Understanding your child’s digital world – March 2018

  • Post category:News

This month focuses on the Safeguarding Children in the Digital Age Conference

March has been a busy month for e-safety training and development here at FCC. Our new core training course for 2018, E-safety and Digital Parenting, has been rolled out to the majority of our carers across England and has become our best attended training course.  Many of our carers attended as couples as well as bringing adult birth children and respite carers; and the discussion after our evening session in Bristol was still going strong at 10pm! We have more dates planned across 2018 to ensure that new carers joining the agency have the opportunity to attend.

An important part of the new course is the balance between information and guidance, with experiential and reflective learning. We explore what’s new and current in apps, technology and trends but also ‘go live’ where possible to experience our young people’s digital lives. Smartphones are welcome alongside the training at the start; Secret Calculator is being downloaded, ‘delete for all’ WhatsApp messaging is being tested, and keeping up our Snap Streak is encouraged. We are ‘double screening’ and realising the impact, extent and limits of our technology.

After a coffee break, screen time ends and we enter a reflective group discussion on digital parenting. We sit face-to-face and make eye contact – we talk, think and debate.
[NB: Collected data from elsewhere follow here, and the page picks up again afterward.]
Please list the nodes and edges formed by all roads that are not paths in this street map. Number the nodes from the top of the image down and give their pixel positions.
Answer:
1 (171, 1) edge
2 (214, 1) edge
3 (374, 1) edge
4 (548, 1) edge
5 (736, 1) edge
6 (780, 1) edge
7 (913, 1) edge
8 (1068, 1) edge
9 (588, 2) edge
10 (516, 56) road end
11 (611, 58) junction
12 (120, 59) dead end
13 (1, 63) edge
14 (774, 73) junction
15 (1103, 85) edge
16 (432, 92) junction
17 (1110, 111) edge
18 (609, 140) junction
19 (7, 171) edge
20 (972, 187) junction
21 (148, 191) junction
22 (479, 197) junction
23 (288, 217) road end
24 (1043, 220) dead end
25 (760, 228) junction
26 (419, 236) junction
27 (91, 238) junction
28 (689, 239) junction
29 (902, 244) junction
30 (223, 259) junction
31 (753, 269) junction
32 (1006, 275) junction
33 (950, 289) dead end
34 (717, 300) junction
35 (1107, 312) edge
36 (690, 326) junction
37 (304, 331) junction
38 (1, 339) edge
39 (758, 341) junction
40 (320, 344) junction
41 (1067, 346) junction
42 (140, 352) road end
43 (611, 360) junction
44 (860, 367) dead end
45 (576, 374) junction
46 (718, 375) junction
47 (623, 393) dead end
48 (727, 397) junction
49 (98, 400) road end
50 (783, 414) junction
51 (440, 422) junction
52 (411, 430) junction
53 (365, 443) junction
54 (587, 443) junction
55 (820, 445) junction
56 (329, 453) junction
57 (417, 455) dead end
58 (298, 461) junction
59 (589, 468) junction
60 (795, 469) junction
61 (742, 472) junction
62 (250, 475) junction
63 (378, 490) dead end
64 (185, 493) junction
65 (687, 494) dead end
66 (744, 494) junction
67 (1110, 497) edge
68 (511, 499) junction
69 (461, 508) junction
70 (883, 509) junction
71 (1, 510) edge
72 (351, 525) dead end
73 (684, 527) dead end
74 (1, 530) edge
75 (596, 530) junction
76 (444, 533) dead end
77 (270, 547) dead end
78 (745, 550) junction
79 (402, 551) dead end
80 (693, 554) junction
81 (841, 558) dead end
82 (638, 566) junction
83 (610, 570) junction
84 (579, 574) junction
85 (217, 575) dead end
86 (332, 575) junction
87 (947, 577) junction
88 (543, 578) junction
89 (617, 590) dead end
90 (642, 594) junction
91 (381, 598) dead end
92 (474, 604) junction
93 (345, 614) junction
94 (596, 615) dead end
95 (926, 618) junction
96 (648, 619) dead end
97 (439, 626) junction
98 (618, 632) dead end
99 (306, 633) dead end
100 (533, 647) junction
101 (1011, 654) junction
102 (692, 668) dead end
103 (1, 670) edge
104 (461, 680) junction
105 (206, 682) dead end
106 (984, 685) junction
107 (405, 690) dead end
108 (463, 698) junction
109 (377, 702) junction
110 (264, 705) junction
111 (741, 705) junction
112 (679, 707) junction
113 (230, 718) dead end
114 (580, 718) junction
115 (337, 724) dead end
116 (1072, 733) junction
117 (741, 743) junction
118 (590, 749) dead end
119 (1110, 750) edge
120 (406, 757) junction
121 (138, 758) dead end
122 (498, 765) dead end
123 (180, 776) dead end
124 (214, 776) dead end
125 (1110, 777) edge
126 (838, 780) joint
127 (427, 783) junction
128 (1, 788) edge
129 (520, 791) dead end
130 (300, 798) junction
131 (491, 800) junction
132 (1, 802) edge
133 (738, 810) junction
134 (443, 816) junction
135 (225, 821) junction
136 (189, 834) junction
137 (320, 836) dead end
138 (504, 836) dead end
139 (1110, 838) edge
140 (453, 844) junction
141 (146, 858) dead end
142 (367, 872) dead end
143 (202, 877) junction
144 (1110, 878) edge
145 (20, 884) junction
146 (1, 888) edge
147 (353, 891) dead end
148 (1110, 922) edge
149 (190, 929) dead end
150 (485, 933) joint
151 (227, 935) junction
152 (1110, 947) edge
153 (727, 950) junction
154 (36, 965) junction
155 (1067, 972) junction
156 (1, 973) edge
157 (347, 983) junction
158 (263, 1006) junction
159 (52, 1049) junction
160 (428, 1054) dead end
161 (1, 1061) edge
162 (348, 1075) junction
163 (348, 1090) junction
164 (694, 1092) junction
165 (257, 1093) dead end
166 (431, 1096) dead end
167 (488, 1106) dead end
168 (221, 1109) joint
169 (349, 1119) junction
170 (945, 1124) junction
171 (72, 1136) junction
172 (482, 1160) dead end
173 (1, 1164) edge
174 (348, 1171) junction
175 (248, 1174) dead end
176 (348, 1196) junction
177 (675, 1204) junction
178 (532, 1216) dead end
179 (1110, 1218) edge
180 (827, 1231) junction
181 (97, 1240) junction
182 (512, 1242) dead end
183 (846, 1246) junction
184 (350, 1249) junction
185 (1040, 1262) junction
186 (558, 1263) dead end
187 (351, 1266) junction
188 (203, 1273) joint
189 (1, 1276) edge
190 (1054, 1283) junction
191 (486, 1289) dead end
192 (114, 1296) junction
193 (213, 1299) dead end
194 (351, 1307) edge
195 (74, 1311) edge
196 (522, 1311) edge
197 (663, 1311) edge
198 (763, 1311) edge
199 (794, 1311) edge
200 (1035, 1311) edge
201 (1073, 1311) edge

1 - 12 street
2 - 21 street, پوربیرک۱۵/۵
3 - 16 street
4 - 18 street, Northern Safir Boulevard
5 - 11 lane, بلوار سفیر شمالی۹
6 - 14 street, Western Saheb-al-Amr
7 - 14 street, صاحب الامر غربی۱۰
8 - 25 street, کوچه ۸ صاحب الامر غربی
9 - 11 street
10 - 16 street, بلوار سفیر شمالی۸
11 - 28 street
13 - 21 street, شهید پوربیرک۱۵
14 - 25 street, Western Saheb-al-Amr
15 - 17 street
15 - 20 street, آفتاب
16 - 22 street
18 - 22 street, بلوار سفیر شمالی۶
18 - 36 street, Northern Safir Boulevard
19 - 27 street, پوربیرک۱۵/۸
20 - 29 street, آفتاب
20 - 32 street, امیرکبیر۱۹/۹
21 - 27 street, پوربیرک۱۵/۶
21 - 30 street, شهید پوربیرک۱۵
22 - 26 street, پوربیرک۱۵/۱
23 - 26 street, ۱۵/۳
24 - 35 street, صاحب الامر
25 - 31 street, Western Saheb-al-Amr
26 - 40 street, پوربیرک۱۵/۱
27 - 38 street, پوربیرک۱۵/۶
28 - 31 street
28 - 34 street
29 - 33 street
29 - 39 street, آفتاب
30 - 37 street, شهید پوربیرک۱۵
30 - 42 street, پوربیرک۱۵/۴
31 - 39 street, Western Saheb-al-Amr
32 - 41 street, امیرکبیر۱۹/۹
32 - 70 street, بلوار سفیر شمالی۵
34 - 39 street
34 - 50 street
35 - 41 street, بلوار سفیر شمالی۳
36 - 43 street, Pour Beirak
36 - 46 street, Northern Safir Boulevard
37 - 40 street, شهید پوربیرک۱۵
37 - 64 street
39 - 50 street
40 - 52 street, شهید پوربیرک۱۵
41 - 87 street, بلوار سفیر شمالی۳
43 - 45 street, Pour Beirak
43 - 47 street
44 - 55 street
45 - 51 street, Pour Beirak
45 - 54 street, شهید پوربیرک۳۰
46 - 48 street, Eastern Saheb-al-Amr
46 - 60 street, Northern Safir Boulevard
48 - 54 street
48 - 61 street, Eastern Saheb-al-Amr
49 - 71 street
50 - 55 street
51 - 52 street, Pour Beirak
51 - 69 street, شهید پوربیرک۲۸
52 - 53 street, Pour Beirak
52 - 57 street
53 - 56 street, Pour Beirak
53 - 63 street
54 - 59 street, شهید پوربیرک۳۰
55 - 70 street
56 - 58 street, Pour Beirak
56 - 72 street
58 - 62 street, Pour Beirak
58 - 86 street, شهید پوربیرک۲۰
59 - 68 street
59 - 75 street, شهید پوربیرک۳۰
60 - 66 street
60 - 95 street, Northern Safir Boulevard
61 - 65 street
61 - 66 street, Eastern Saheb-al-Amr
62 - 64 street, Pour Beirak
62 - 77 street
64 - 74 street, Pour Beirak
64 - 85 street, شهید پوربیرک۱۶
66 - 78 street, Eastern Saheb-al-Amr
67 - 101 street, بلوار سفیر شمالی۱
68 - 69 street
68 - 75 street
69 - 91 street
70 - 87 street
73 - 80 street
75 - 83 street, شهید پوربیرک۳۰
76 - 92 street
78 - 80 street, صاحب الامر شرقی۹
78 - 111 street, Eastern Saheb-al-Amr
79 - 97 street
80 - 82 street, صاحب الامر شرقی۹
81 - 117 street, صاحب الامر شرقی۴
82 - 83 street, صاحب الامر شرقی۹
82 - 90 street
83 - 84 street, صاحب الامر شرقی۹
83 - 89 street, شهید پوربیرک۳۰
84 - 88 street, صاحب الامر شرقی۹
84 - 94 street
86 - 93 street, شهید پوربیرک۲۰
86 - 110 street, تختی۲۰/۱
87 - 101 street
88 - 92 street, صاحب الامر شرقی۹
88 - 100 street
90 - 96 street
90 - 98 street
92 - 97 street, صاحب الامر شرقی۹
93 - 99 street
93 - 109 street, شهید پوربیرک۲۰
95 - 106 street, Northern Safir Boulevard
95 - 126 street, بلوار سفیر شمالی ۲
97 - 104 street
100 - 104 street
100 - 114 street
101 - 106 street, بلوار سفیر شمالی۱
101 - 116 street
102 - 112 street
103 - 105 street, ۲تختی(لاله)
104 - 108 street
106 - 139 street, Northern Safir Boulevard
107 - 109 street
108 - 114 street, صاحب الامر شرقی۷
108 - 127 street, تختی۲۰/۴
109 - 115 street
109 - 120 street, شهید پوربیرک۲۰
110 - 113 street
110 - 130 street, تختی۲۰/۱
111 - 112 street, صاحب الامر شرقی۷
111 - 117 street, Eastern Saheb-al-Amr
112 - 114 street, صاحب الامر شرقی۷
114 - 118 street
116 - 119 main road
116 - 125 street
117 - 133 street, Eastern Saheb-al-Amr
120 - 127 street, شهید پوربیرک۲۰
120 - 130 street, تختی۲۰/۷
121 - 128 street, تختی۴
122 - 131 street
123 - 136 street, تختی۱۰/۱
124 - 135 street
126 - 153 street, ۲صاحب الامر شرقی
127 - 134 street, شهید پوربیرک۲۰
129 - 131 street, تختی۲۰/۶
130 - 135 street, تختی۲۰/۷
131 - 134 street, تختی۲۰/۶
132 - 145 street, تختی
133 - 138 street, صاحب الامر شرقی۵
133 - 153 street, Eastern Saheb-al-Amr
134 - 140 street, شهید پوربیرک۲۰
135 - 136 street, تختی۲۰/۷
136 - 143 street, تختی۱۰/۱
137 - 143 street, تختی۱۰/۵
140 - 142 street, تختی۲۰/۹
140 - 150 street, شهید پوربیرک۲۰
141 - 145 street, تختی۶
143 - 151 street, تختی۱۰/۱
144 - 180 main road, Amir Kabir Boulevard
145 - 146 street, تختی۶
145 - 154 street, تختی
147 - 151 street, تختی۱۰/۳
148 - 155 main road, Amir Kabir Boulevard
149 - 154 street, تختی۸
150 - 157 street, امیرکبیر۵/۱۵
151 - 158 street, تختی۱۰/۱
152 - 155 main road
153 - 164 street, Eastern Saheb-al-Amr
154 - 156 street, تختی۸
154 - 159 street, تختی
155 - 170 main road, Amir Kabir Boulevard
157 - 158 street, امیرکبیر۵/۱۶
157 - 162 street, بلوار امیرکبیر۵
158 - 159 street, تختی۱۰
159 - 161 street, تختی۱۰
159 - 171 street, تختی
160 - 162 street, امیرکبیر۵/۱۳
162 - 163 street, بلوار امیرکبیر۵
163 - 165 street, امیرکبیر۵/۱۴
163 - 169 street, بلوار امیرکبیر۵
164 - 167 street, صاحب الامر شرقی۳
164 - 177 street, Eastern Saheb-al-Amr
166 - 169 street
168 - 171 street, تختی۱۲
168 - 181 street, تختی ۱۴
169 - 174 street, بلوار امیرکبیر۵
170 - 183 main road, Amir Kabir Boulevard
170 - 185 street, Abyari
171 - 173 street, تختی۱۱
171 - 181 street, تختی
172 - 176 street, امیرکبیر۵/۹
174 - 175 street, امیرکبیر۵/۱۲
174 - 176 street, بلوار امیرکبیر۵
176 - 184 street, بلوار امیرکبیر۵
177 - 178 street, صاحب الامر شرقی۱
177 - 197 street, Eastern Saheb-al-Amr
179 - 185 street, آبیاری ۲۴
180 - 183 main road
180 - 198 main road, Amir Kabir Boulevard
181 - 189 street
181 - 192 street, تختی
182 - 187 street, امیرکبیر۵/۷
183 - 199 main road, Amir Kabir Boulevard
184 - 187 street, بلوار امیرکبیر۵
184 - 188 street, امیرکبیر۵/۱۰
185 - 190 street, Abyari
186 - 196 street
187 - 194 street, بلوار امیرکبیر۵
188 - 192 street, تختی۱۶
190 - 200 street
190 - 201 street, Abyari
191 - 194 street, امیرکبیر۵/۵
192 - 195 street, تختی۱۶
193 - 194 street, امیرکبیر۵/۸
We take a step back from trends and technology to re-connect with why we are here attending the training, because we are committed to parenting and caring for our children and young people. Just as it is important to reflect on our parenting styles in the offline world (based on the recognised Baumrind Theory of parenting styles from the 1970s [1]), it is also critical to reflect on whether we have a similar or different style online (taking the research by Alexandra Samuels in 2016 as a starting point [2]).

There is a wealth of e-safety information now readily available for parents and carers from guidance on screen time, to installing monitoring apps to using social media safely. Understanding our own and our child’s digital world is important and crucial, but at the heart is knowing our values and styles and what feels right as a parent; and then reflecting with others to ensure we are making the best decision for our individual child and young person.

I was also delighted this month to have the opportunity to attend the Safeguarding Children in the Digital Age conference in London, on behalf of FCC. The annual conference, run by Children and Young People Now [3], brought together key speakers, organisations and research in the field of online safety.  The opening keynote on policy practice by Sonia Livingstone (@livingstone_S) introduced the new government strategy for 2018 [4] – and the children’s commissioner, Anne Longfield (@annelongfield), presented the report from the taskforce on Growing Up Digital from 2017 [5].

A speedy overview of Navigating the Digital Minefield by Jonathan Taylor (@BeSafeOnline) left me scribbling away and I am keen to discover further the impact of GPS tracking and explore location services in my training.  Jonathan also raised an issue that I will use for further debate in my parenting styles exercise: parental neglect online. Is there a difference between ‘poverty neglect and affluent neglect’ – a topic certainly worth more reflection for young people entering the care system –and one which would have an impact on fostering.

My choice of seminars for the rest of the day focused on issues that I felt were most pertinent to fostering and social care. The Grooming of Children Online by Tink Palmer from the Marie Collins Foundation [6] (@MCFcharityUK) sensitively explored the process of grooming in the online world (and the shift from the Finklehor ‘offline’ model), complete with video clips showing the voice of the child and critically the recovery process. Tink discussed the significance between disclosure and discovery; highlighting that whereas in most cases CSA offline is disclosed, CSA or CSE online is usually discovered. Professionals were asked to consider if we “Ask the Question?” – do we ask our children if they are being groomed online? This message has strongly stayed with me since the conference.

My afternoon seminars were a presentation on Children’s Mental Health Online by Matthew Blow (@mattblow_) from Young Minds [7] (@youngmindsUK) and their research on mental health and social media, and a seminar on Supporting Foster Carers by David Sankey and Chris Keogh-ly from Guardian Saints [8] (@_guardiansaints). It was constructive to see a seminar focusing on children who are looked after along with issues for carers – re-enforcing the specialist focus, knowledge and commitment that we offer at FCC.

An overarching theme from the research presented across the day was the significance of the transition from Y6 to Y7 and the notable shift in children’s freedoms online and offline, along with access to technology and the changing shift in parenting at this time. This is something I blogged about last August for FCC and Ditto magazine [9] and feel it is an issue we need to revisit each year with individual carers and young people who are approaching this transitional period.

I was pleased to have had the opportunity to attend the conference – and I appreciated the learning I gained from working with children, parents and carers ‘on the ground’, as opposed to solely from academic research.  It was great to be able to incorporate this learning from the ground up in a tailored training programme. I feel privileged to be part of our developing online world and have the opportunity within FCC to disseminate this across the agency.